Tra bambini si può litigare per una partita persa, al grido di "non vale" e tra le lacrime di frustrazione.
Gli adulti invece non piangono... o meglio, lo fanno poco e quando la sofferenza è così forte da vincere sull'autocontrollo.
I piccoli non si fanno troppi scrupoli. Un neonato piange per professione, sta tutto nel capire come questa valvola di sfogo si sviluppa con la crescita. C'è il bambino che capisce come ottenere ciò che vuole con altri mezzi, scoprendo l'infinità della propria furbizia. C'e il bambino che a non piangere ci prova, ma la cui forza di volontà vacilla dinanzi alla sconfitta. Poi, c'è il vero osso duro, per non definirlo rompiscatole... quello capace di vestire i panni dell'attore professionista e inscenare una vera e propria tragedia.

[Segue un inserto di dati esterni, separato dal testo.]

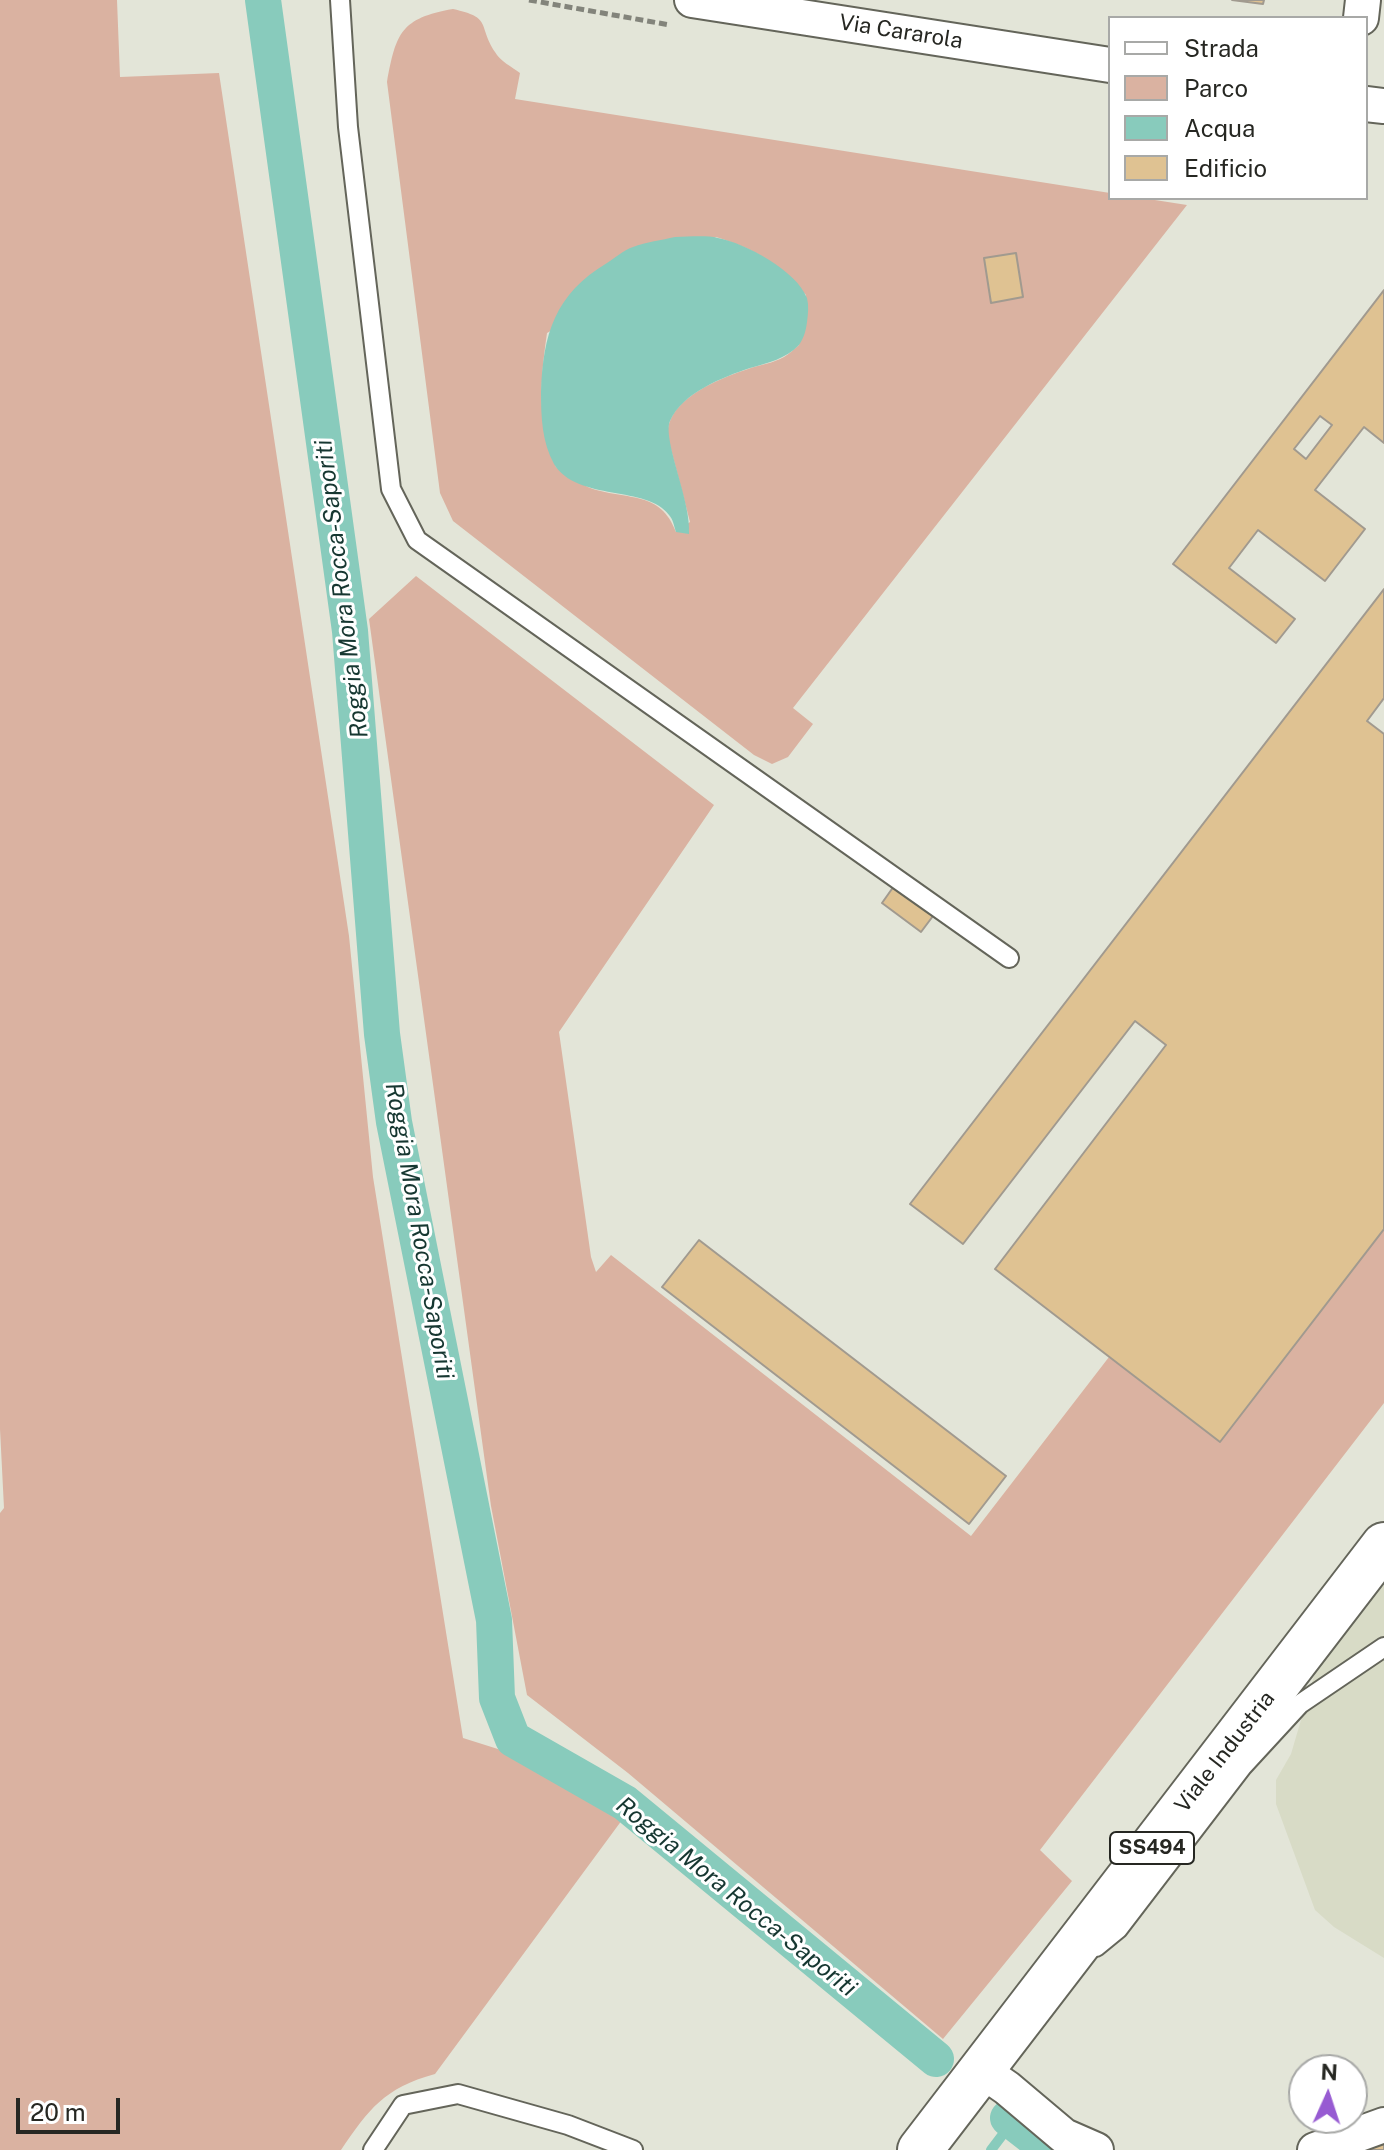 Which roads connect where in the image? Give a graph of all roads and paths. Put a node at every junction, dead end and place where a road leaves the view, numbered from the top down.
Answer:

Gli adulti, dinnanzi a questi ragazzini, hanno solo due scelte: provare a tornare bambini e comprendere i bizzarri comportamenti dei simili, oppure voltarsi e lasciare che i mocciosi risolvano la loro questioni da soli.



«Piange!»
«La sento. La sentono tutti»
«Vado a vedere.»
Due figure. Vicine e sedute al tavolo loro assegnato, gustavano gli ultimi bocconi di manzo al pepe quando dall'ampio giardino, aldilà della vetrata, aveva preso a riecheggiare un suono famigliare.
«Resta. Non serve…»
Diciotto fulminò suo marito con lo sguardo, come spesso accadeva di recente.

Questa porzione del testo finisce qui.